Items from a data source:
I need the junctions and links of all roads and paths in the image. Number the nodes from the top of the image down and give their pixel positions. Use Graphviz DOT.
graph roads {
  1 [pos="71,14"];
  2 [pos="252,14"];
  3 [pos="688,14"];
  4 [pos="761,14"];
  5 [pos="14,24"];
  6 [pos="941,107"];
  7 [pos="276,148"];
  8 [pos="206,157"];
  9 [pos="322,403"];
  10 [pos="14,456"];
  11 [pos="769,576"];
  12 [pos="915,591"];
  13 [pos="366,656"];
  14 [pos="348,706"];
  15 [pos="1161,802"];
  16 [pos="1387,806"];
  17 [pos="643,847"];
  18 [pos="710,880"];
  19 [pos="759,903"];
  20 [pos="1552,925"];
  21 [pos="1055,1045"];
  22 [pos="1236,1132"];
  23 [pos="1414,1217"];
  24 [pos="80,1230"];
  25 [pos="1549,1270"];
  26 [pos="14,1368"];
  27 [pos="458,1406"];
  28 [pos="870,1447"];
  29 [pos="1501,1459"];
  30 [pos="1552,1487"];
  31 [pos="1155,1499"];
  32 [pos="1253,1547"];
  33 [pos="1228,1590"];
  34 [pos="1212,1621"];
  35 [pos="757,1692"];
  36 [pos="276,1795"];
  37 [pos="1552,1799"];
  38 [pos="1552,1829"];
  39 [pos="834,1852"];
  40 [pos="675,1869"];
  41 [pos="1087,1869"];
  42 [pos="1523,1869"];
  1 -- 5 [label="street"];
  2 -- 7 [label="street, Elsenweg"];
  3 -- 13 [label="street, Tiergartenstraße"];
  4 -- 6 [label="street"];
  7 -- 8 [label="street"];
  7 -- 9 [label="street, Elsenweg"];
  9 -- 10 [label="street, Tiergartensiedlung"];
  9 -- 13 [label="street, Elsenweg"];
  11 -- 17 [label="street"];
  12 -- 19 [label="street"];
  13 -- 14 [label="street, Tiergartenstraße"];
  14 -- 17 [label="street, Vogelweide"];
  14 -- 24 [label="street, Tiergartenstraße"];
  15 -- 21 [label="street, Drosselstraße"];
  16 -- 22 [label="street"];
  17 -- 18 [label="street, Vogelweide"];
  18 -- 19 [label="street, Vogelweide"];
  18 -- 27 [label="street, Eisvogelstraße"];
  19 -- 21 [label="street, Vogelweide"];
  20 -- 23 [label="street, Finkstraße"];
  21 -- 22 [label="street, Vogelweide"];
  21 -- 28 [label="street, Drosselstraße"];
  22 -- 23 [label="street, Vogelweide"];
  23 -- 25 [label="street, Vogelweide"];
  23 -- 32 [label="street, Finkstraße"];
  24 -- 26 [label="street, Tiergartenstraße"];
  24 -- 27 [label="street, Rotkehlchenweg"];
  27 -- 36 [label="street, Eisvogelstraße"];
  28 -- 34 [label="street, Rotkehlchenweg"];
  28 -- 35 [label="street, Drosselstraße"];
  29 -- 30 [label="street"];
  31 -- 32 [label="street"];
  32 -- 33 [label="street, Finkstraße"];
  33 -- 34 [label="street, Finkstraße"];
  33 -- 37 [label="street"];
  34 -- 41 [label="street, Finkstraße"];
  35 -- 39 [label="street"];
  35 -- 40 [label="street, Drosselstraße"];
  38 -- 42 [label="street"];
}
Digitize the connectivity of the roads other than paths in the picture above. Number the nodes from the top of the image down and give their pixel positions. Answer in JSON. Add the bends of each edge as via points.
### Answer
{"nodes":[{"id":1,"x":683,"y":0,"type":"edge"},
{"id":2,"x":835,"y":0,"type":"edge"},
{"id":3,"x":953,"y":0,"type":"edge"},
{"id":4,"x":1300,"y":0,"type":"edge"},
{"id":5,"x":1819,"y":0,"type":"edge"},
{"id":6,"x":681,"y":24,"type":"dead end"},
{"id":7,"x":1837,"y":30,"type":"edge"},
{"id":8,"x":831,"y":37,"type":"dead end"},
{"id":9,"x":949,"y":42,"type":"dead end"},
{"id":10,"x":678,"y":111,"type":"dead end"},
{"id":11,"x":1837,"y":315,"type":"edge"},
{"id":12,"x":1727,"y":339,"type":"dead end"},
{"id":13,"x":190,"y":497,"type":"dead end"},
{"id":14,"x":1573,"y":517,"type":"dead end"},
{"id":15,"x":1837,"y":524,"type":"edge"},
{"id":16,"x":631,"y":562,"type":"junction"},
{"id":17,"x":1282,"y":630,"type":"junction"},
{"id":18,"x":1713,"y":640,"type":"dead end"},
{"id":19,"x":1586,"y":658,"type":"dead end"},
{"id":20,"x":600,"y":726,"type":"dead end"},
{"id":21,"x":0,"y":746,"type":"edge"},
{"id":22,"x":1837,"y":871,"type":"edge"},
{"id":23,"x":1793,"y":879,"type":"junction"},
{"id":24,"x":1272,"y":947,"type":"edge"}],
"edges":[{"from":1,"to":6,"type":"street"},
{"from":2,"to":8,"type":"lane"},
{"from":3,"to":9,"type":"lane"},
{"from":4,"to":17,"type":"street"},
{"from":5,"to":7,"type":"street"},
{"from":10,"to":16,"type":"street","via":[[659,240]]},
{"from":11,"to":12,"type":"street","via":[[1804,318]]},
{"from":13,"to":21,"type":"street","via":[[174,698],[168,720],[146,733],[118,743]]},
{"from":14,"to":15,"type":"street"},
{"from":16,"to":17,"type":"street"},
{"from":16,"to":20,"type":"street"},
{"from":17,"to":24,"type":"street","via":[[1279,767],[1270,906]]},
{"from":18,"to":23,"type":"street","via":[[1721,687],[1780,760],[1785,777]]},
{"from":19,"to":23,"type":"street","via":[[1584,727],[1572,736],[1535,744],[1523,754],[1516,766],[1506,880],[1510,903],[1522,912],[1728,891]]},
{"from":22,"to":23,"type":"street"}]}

** PROBLEM DETAILS **
Each line that holds the string "Rotkehlchenweg" is to be copied from the entries above.

** REPLY **
  24 -- 27 [label="street, Rotkehlchenweg"];
  28 -- 34 [label="street, Rotkehlchenweg"];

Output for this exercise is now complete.